My stress and overwhelm can be performative.
I don’t know how to ask for help and I fear people will say no if I ask.
So sometimes when I start to feel slightly overwhelmed at holding space for toddler feels and Mitch is around, I exaggerate the stress I am experiencing.
My conditioning says that in order to get help, I need to be perceived to be in complete overwhelm or hopelessness. That I am not worthy of help unless I am about to crack.
And when people can see that, they have to help.
I don’t know how to have a calm, respectful and reciprocal conversation about my needs and wants (and those of Mitch). I feel guilt in starting to really struggle to parent an incredibly active toddler whilst 27 weeks pregnant. I feel guilt at wanting to spend more time doing what makes me feel joy, whether that be in my business or for fun.
So, it’s easier to just perform in order to get a small morsel of what I need.
I don’t have to have the conversation about how I need things to change, address the gender stereotypes that are playing out in my family unit, discuss and debate a culture that undervalues caring work and reinforces intensive mothering. I don’t have to explain why. I don’t have to problem solve and be vulnerable.
I get that this reaction is unconscious. I get that it has played a role in keeping me safe. But it is not constructive.
I don’t want this to be a part of my reality going forward. I want to be able to express my needs and wants and be open to hearing someone else’s.
When I take a moment to extend myself compassion and analyse these interactions when I am in homeostasis, I can start to see where these reactions may have come from and how some of my conditioning would be at odds in this situation adding to its complexity:
- A good girl does what she is told, she is compliant and does not make a fuss. She doesn’t assert her needs.
- A good mother is perfectly capable of meeting all the needs of her children without requiring anything for herself. She is completely and utterly fulfilled in her role.
Mmmm. Explains the inability to assert my needs and wants in a calm and respectful way. Explains the guilt I feel at wanting more for myself.
The belief and trauma work behind these interactions is much more complex than I can start to unpack here. It involves complex family relationships and being a part of the movement to create a different culture around motherhood. But I wanted to share this part of my reflection today for anyone else who may be experiencing something similar.

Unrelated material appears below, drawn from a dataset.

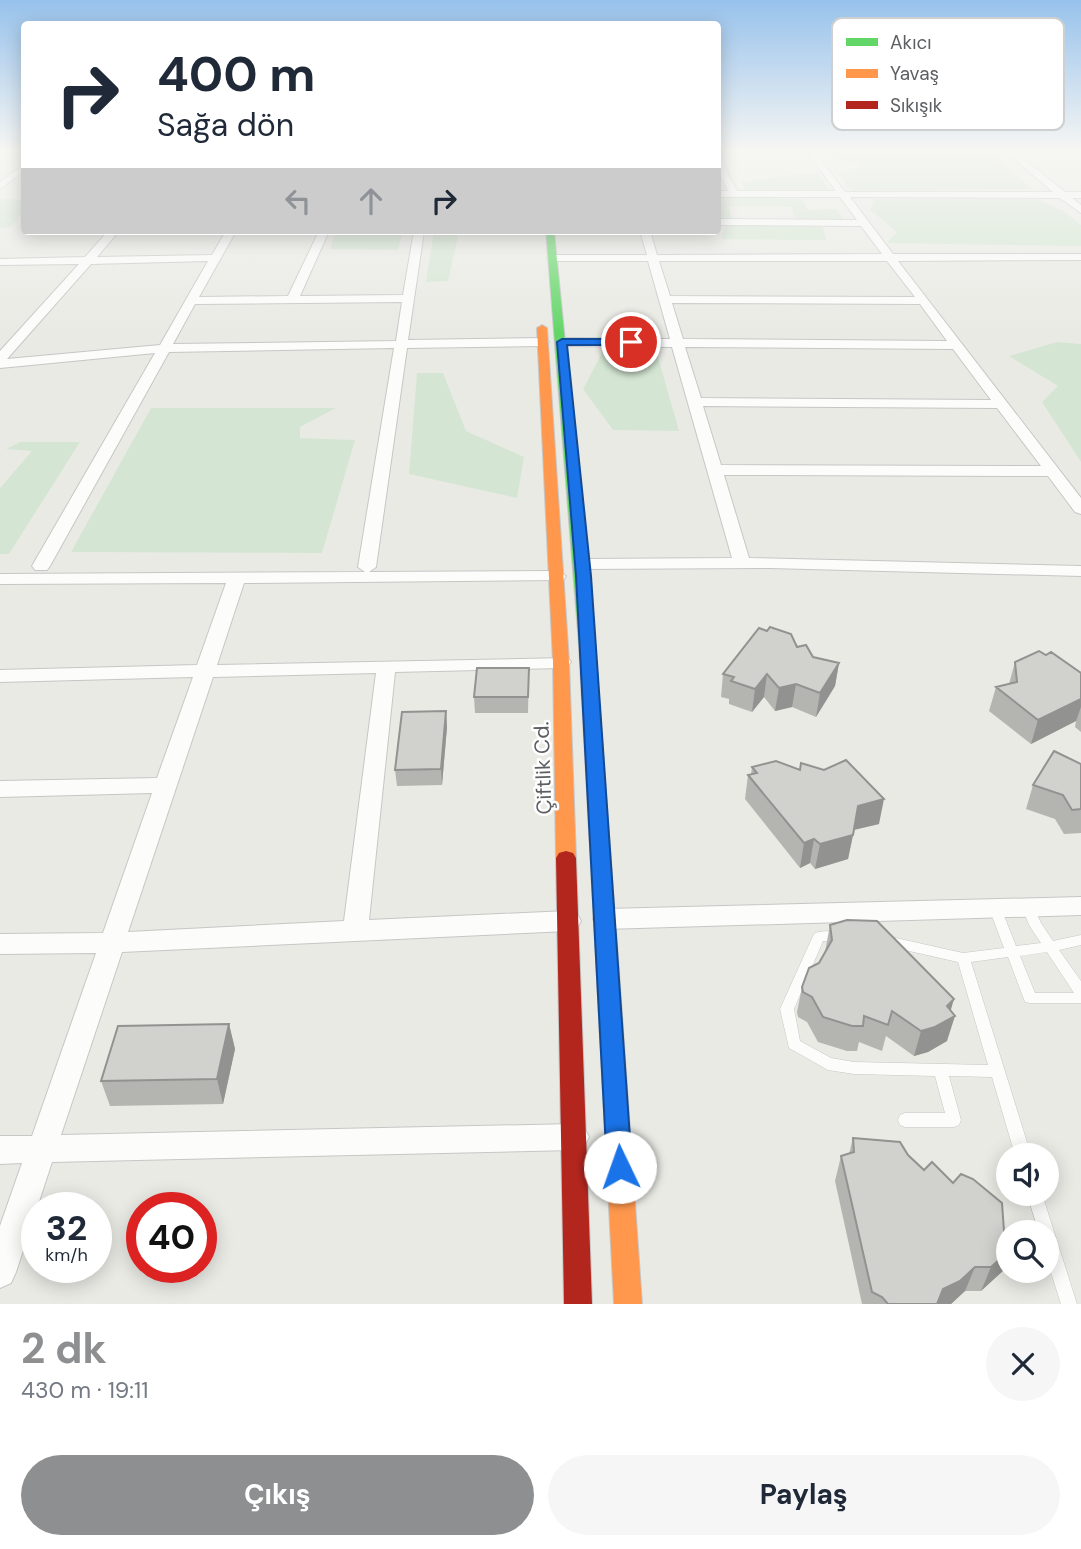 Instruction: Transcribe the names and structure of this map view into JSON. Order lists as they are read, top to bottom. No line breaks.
{"streets":{"street":["Çiftlik Cd."]},"legend":["Akıcı","Yavaş","Sıkışık"],"page":{"turn":["400 m","Sağa dön"],"speed":"32 km/h","limit":"40","heading":["2 dk","430 m · 19:11"],"buttons":["Çıkış","Paylaş"]}}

For me, this comes back to continuingly committing to getting to know myself and gain confidence in asserting my needs whilst being able to hear someone else’s. To be able to respectfully engage in clear and open communication.

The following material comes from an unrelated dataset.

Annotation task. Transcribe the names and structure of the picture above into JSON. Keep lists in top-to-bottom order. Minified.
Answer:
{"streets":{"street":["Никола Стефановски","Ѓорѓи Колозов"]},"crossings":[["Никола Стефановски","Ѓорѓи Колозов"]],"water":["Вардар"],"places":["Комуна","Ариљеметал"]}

It comes down to being a part of changing a world that currently values and puts on a pedestal the perfect mother and intensive mothering.
I NEED so many other amazing elements of my life along with my role as a Mum. This is only one aspect of my identity. I NEED help to be able to manage my nervous system and live in joy.
I am always working on the guilt I inherited for feeling this way. What I know to be true is I do not want to live a shadow existence of believing my value is in the completion of household tasks and ignoring who I am.
I love the shit out of my life right now, not when my kids are at a certain age and I want more of what makes me feel good.
I am deciding, over and over again, that this is not asking too much. And yet, sometimes I wonder if it is the world I am trying to convince, or myself.
And there’s the work.
How do you go at having constructive conversations about your needs and wants? What has worked for you in the past? Have you ever experienced something similar to me?
Image: in the centre left of the image is a picture of me in an archway shape. The picture is in black and white. I have my arms extended to my side and I am looking down. Flying upwards from my hands are blue, orange and yellow butterflies. Surrounding the image is the text ‘My stress can be performative’.